LISTED RECORDS ->

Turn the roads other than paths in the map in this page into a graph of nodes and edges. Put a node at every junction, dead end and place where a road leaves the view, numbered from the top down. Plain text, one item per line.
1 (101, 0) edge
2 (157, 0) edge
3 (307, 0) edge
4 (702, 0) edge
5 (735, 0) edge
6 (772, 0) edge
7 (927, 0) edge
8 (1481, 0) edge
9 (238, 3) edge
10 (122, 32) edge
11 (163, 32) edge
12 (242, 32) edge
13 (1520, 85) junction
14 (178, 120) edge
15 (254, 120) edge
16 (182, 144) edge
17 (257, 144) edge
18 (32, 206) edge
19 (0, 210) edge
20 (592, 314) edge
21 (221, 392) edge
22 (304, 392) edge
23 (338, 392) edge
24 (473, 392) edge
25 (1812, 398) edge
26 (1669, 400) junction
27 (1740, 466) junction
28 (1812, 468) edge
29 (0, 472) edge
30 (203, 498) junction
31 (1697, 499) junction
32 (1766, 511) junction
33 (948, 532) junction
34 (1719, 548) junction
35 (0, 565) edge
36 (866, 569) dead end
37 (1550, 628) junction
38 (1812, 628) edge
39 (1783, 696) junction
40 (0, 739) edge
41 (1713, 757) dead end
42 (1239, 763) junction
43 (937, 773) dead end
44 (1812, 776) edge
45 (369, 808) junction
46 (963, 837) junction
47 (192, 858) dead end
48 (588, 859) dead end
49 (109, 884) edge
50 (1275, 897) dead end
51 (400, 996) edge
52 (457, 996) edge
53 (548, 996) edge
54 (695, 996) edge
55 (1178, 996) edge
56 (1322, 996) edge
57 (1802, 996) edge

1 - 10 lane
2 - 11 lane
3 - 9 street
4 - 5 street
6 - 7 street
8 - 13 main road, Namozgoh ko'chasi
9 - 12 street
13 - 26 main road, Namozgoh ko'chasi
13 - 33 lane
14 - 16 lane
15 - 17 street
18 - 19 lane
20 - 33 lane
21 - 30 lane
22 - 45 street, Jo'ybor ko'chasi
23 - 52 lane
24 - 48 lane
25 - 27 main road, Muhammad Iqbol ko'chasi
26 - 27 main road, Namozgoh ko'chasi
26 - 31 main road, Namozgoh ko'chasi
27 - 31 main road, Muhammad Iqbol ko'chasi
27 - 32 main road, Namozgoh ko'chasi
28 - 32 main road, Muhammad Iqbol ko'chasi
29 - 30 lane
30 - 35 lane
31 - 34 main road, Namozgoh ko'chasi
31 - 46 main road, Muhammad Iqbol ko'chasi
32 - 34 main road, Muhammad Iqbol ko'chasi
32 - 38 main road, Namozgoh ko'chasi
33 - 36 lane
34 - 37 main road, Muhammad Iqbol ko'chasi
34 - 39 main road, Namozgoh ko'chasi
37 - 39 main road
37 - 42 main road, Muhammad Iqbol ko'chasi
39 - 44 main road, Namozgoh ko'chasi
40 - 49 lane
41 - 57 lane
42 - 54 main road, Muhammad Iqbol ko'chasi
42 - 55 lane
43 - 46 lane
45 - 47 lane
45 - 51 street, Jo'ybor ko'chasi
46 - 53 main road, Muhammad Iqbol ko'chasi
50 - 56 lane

ACTIVITY -> What is the number of lines in the records that include the word "dead"? Answer with that number only.

WRITTEN RESPONSE -> 7